Le Kenya veut porter sa capacité renouvelable à 5 500 MW. Le plan inclut 2 000 MW nucléaires. Les députés exigent une baisse des tarifs.
Le Kenya a révisé à la hausse ses ambitions énergétiques. La capacité de production verte passera de 1 500 à 5 500 MW. Le nouveau cap a été officialisé par KenGen, le producteur public. L’entreprise fournit 60 % de l’électricité nationale. Le mix inclura 2 000 MW d’origine nucléaire. Une centrale est prévue dans le comté de Siaya. Les travaux démarreraient en 2027. S’ajouteront 700 MW hydrauliques et de nouveaux projets géothermiques.
Une électricité parmi les plus chères
Le Kenya produit déjà 93 % de son électricité à partir de sources renouvelables. Pourtant, les tarifs restent exorbitants. Les industriels paient entre 0,18 et 0,23 dollar par kilowattheure. En Afrique du Sud, le prix tombe à 0,03 dollar. Les pertes techniques et les branchements illégaux aggravent la facture. Plus de 20 % de l’électricité est perdue dans le réseau. La moyenne mondiale est de 8 à 10 %.
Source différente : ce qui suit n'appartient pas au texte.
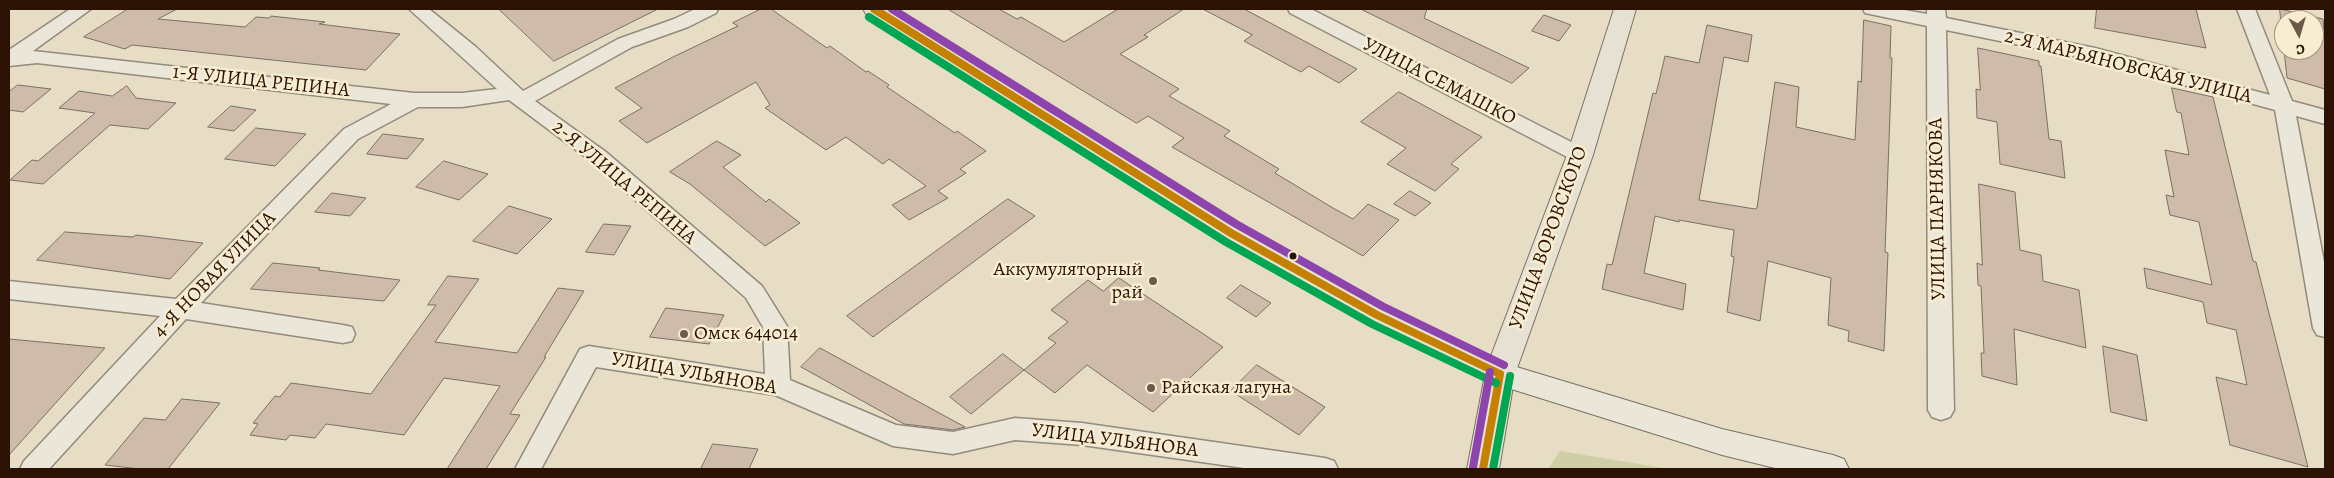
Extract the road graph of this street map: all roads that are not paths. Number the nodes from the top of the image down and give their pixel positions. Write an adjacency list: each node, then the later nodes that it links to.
1 (82, 9): 10 (street)
2 (418, 9): 11 (street, 2-Я УЛИЦА РЕПИНА)
3 (709, 9): 11 (street)
4 (874, 9): 20 (main road)
5 (1297, 9): 15 (street, УЛИЦА СЕМАШКО)
6 (1625, 9): 15 (main road, УЛИЦА ВОРОВСКОГО)
7 (1872, 9): 9 (street, 2-Я МАРЬЯНОВСКАЯ УЛИЦА)
8 (2246, 9): 13 (street)
9 (1936, 15): 13 (street, 2-Я МАРЬЯНОВСКАЯ УЛИЦА); 22 (street, УЛИЦА ПАРНЯКОВА)
10 (9, 59): 12 (street, 1-Я УЛИЦА РЕПИНА)
11 (517, 96): 12 (street, 1-Я УЛИЦА РЕПИНА); 21 (street, 2-Я УЛИЦА РЕПИНА)
12 (414, 100): 17 (street, 4-Я НОВАЯ УЛИЦА)
13 (2284, 106): 14 (street, 2-Я МАРЬЯНОВСКАЯ УЛИЦА); 18 (street)
14 (2325, 117)
15 (1580, 155): 20 (main road, УЛИЦА ВОРОВСКОГО)
16 (9, 290): 17 (street)
17 (181, 309): 19 (street); 23 (street, 4-Я НОВАЯ УЛИЦА)
18 (2325, 328)
19 (343, 334)
20 (1500, 374): 26 (main road, УЛИЦА ВОРОВСКОГО); 27 (main road)
21 (778, 386): 24 (street, УЛИЦА УЛЬЯНОВА); 25 (street, УЛИЦА УЛЬЯНОВА)
22 (1941, 410)
23 (33, 469)
24 (528, 469)
25 (1325, 469)
26 (1483, 469)
27 (1833, 469)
Les députés exigent des réformes
En juillet, le Parlement a chargé le ministre de l’Énergie de renégocier les contrats. Les producteurs privés assurent 40 % de la capacité. Certains accords imposent des clauses contraignantes. Le gouvernement a retiré une demande de hausse des tarifs en juin. Mais les ajustements mensuels restent fréquents. La hausse des coûts pèse sur les consommateurs.